A South Tyneside man with an incurable brain tumour is planning his wedding after successfully trialling an experimental treatment.
Steve Richards, from South Shields, was given the devastating diagnosis in 2014 after experiencing vacant seizures, and was told that the condition was incurable
He underwent surgery and was offered the chance to take part in a clinical trial, during which he was given additional chemotherapy as well as radiotherapy.
Steve said: “When I found out I had a brain tumour I was in shock at first, but I knew I would fight it any which way I could so when I was offered a place on a clinical trial I jumped at the chance.
“Given my love for Newcastle United I knew when the clinical trial unit was named after Sir Bobby Robson that it would be a good omen.
“The treatments I received weren't easy to handle, especially the chemotherapy, but I tried to remain positive and strong every day and keep focusing on the fact that it could potentially help not only me but others as well.
"To hear the treatment I received will now be offered to other sufferers as well is amazing.”
Steve’s fiancée, Steph Clark, said: “When we were told we were in a state of shock and scared about what it all meant.
"Steve was fit and healthy and to be told that he had an incurable brain tumour was devastating.”
The treatment had not previously used routinely for his type of tumour - an anaplastic glioma - but Steve had nothing to lose.
Steph said: “Steve immediately said ‘yes’, figuring that even if it didn't help him it would maybe help someone else at some point.”
He started the treatment in late 2014 and recent results have showed that his tumour has shown no signs of re-growth.
Steph said: “Hearing that the tumour had no signs of growth was amazing news.
“I've no doubt that Steve's positive outlook on life helped.
"He admittedly can’t do some of the things he used to, like play football four or five times a week, so instead he now writes for footballing fanzines as it’s something he can do a bit at a time.
"We enjoy going for walks, eating out and are planning our wedding.
“When we were met with the diagnosis of Steve's brain tumour and told it could never be cured, life felt like it would never be the same again.
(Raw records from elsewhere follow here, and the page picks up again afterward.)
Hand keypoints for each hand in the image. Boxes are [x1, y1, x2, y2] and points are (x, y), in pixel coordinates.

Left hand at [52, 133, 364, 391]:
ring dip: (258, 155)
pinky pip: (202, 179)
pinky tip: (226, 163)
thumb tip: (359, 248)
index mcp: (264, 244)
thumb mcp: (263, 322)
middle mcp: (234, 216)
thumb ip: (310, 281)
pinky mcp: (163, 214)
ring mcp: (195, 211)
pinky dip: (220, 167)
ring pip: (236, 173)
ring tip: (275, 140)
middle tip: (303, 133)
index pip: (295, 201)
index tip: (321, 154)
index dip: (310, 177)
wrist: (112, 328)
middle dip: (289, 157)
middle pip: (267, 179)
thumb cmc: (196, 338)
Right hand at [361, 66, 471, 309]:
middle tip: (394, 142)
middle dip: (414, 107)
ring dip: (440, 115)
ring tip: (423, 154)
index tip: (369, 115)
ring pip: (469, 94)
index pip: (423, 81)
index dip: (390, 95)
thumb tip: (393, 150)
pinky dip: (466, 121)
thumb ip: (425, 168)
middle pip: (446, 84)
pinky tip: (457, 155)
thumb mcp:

"But we have embraced the new normal and are loving and appreciating every day.”
The treatment plan he undertook will now be offered to others who have the same type of tumour.
Throughout the ordeal Steph and Steve found The Brain Tumour Charity’s Facebook support pages helpful.
“I would highly recommend it to anyone going through the same thing," Steph said.
"If I post about Steve’s treatment or progress, we are always inundated with messages of support and Steve finds it a great comfort to know that so many people whom he hasn't even met are rooting for him.”
Sarah Lindsell, The Brain Tumour Charity’s CEO, said: “We are delighted to hear about the success of Steve’s treatment and wish him and Steph the very best for their wedding.
“Clinical trials are a vital step in making sure that new treatments reach patients.
"Only 3% of brain tumour patients are currently enrolled in clinical trials, compared to 7.5% of all cancer patients,
“This is something we are addressing by working towards a target of 70% of patients living with a tumour contributing to some form of research by 2020.”